Verities & Balderdash is the fourth studio album by the American singer/songwriter Harry Chapin, released in 1974. (see 1974 in music). "Cat's in the Cradle" was Chapin's highest-charting single, finishing at number 38 for the year on the 1974 Billboard year-end Hot 100 chart. The follow-up single, "I Wanna Learn a Love Song," charted on the Billboard Hot 100 Singles Chart at number 44, and Billboard Adult Contemporary at number 7. A promotional single, "What Made America Famous?", was released to radio stations as a 45 rpm single. The album was certified Gold on December 17, 1974.

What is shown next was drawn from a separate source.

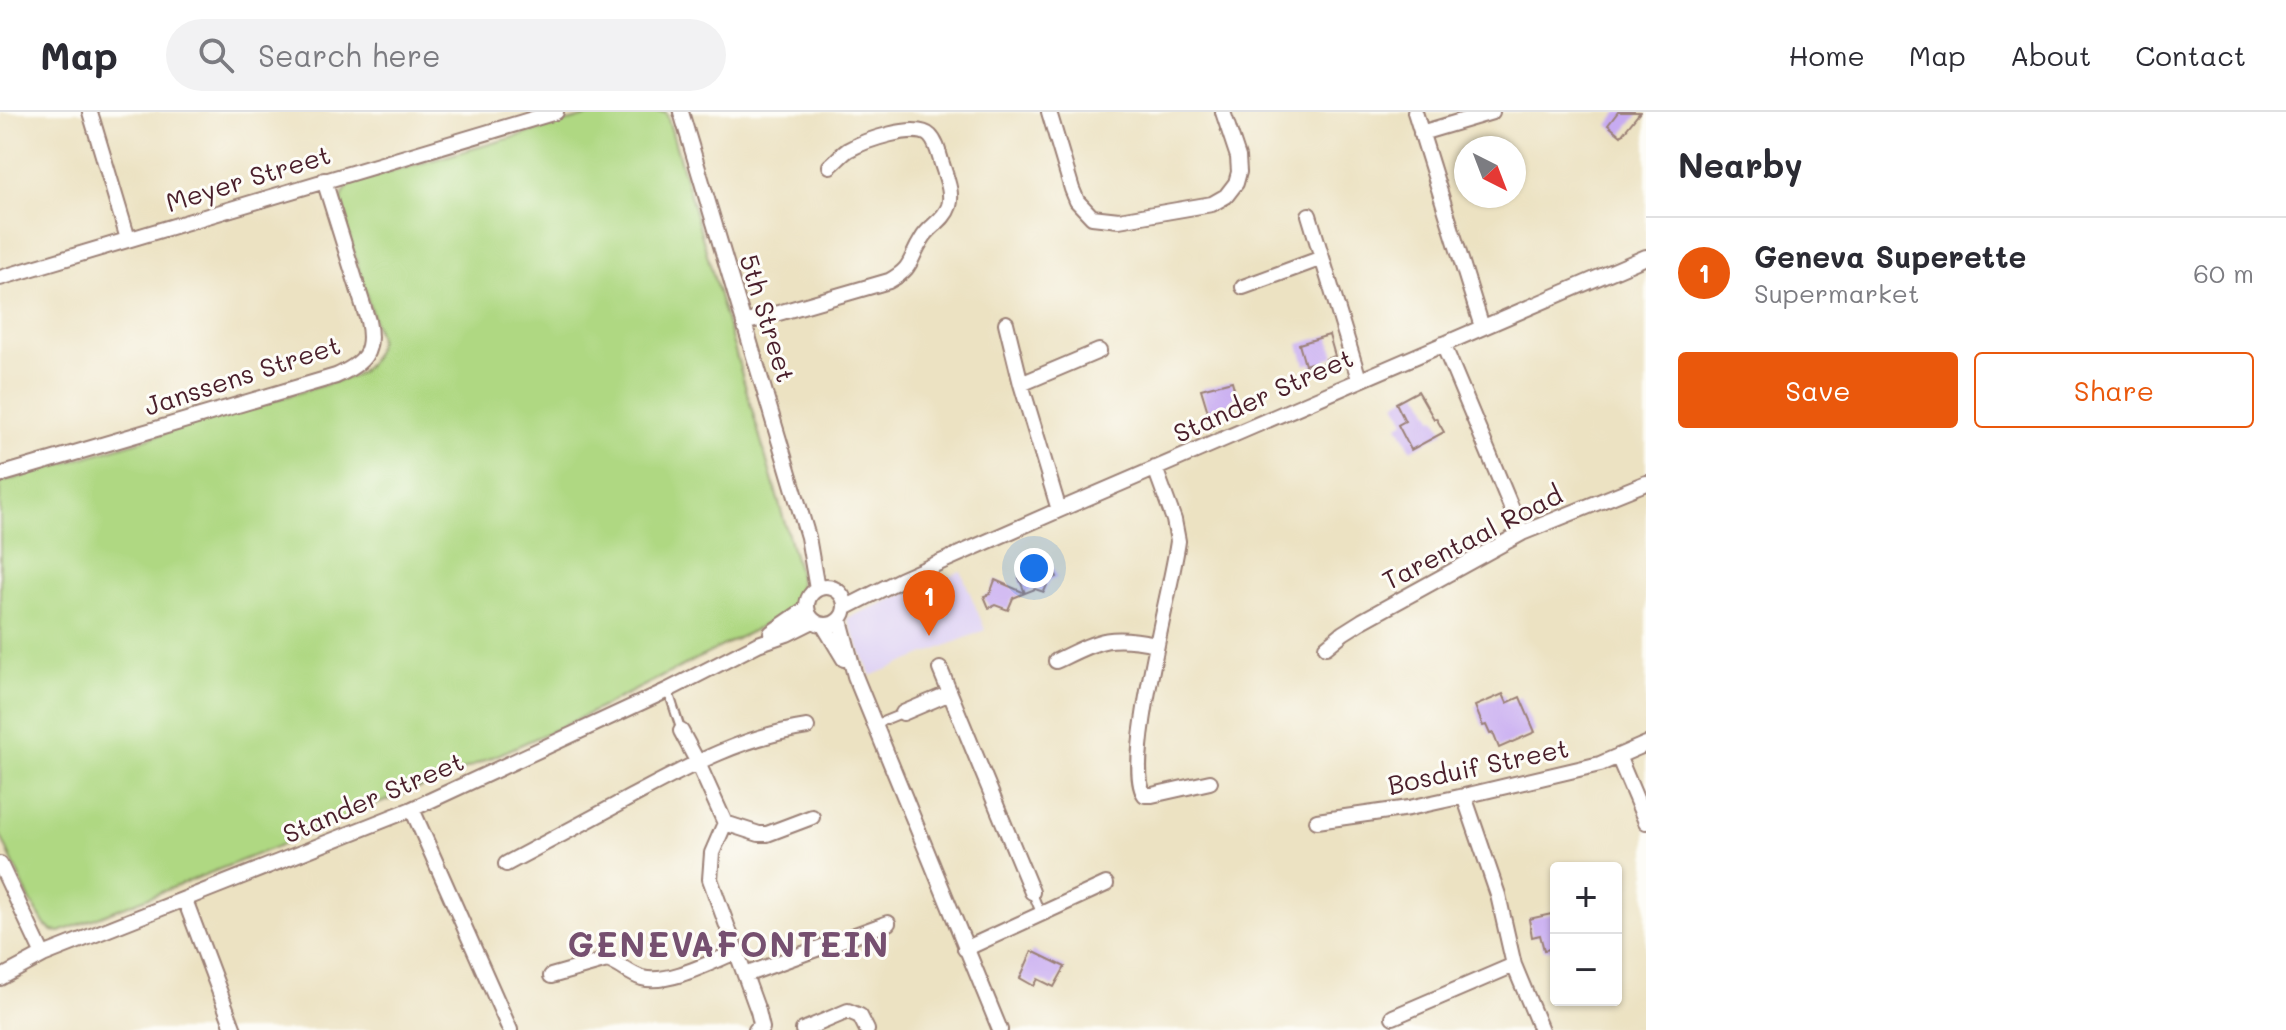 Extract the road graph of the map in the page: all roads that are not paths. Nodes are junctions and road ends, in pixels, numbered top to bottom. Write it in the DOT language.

The album was advertised with the slogan: "As only Harry can tell it."

Professional ratings
Review scores
| Source | Rating |
| AllMusic | Star Half star |
| Tom Hull | D |

==Track listing==
All tracks written by Harry Chapin, except where noted.

Side one
| No. | Title | Length |
|---|---|---|
| 1. | "Cat's in the Cradle" (Written by Sandy Chapin and Harry Chapin) | 3:44 |
| 2. | "I Wanna Learn a Love Song" | 4:19 |
| 3. | "Shooting Star" | 4:02 |
| 4. | "30,000 Pounds of Bananas" | 5:45 |
| 5. | "She Sings Songs Without Words" | 3:31 |

Side two
| No. | Title | Length |
|---|---|---|
| 1. | "What Made America Famous?" | 6:53 |
| 2. | "Vacancy" | 4:00 |
| 3. | "Halfway to Heaven" | 6:10 |
| 4. | "Six String Orchestra" | 5:25 |

== Personnel ==
Band
- Harry Chapin - guitar, lead vocals
- John Tropea - acoustic guitar, sitar
- Don Payne - bass
- Allan Schwartzberg - drums
- Don Grolnick - piano, electric piano, harpsichord
- Ron Bacchiocchi - synthesizer
- Tom Chapin - banjo
- Irving Spice - concertmaster
- George Simms - background vocals
- Frank Simms - background vocals
- Dave Kondziela - background vocals
- Zizi Roberts - female vocals
Production
- Ron Bacchiocchi - recording engineer
- Grant Ames - recording engineer
- Paul Leka - mixing
- Fred Kewley - mixing
- Glen Christensen - art direction
- Bill Hofman - illustration
- Ruth Bernal - photography
- Shiah Grumet - design

==Charts and certifications==

===Weekly charts===

| Chart (1974–75) | Peak position |
|---|---|
| Australian Album (Kent Music Report) | 15 |
| Canada Top Albums/CDs (RPM) | 3 |
| US Billboard 200 | 4 |

===Year-end charts===

| Chart (1974) | Position |
|---|---|
| Canada Top Albums/CDs (RPM) | 99 |
| Chart (1975) | Position |
| Canada Top Albums/CDs (RPM) | 28 |
| US Billboard 200 | 48 |

===Certifications===

| Region | Certification | Certified units/sales |
| United States (RIAA) | Gold | 500,000^{^} |
^{^} Shipments figures based on certification alone.